Like Dr Naqvi, Dr Lakhani senses a high level of anxiety and fear amongst BAME staff and recommends that ethnicity be included in individual risk assessments.
"It is essential that duties are modified according to a risk score," he says. "Many alternative options exist, like remote working." Dr Lakhani recommends that people in health and social care use the NHS Employers risk score as a starting point.
In the absence of national guidance, employers are doing what they can to protect staff. For example in Somerset, the local NHS trust included all its BAME staff in the 'vulnerable and at risk' group, guaranteed them access to testing within five days of symptoms and prioritised them for PPE fitting.
After the review came out, race equality organisations such as CORE demanded that the Government publish the missing recommendations.

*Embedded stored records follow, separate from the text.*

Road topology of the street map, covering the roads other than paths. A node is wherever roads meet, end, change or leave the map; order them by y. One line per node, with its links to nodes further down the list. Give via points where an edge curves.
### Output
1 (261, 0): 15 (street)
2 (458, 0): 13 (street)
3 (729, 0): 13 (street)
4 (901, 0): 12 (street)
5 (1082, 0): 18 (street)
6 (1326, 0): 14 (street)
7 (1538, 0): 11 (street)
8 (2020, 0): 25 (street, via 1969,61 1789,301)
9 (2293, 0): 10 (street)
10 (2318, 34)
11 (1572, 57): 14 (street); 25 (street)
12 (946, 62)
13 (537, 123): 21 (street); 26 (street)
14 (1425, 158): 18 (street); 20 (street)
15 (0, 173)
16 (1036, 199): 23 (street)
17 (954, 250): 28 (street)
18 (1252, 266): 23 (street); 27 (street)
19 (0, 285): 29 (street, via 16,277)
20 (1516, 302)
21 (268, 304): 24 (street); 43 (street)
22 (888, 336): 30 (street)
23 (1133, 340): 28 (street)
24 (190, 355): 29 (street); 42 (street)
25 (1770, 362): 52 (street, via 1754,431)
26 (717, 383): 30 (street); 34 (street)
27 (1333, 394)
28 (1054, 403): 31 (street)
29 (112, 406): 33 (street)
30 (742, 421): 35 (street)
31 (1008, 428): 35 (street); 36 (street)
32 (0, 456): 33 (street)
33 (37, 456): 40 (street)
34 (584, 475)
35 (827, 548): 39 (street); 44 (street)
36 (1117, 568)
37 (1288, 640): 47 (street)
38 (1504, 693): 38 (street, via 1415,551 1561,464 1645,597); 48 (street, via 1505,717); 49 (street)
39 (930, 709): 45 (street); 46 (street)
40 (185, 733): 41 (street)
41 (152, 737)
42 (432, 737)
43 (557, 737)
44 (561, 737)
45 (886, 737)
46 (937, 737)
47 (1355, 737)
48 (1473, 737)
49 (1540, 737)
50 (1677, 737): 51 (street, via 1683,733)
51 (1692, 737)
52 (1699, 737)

"There are no suggestions about how we might reduce the number of BAME deaths or protect frontline BAME staff who remain at serious risk," one group, CORE, wrote of the review. "Nor does it reach any firm conclusion about why this disproportionality occurs or analyse whether racism in its many forms plays a key role - for example, in access to PPE."
Charities like Diabetes UK also called for action.
"The pandemic has brought into sharp focus the inequalities we already know impact the health of BAME people with diabetes," explains Helen Kirrane, Diabetes UK's head of policy. "Governments across the UK need to urgently investigate the reasons why BAME people are at greater risk from COVID-19, and take swift and decisive action to reduce this risk right now."
The recommendations, which extend beyond just managing the impact of the coronavirus pandemic, have now been published in a document analysing the results of the review.
The recommendations include:
- Making ethnicity data collection and recording part of routine NHS care.
- Supporting community participatory research into BAME communities.
- Improving access, experiences and outcomes of services by BAME communities.
- Accelerating development of occupational risk assessment tools.
- Funding, developing and implementing educational tools for BAME communities.
- Improved targeting of public health and health promotion campaigns.
- Ensuring sustainable change by making sure the impacts of COVID-19 recovery strategies last long-term.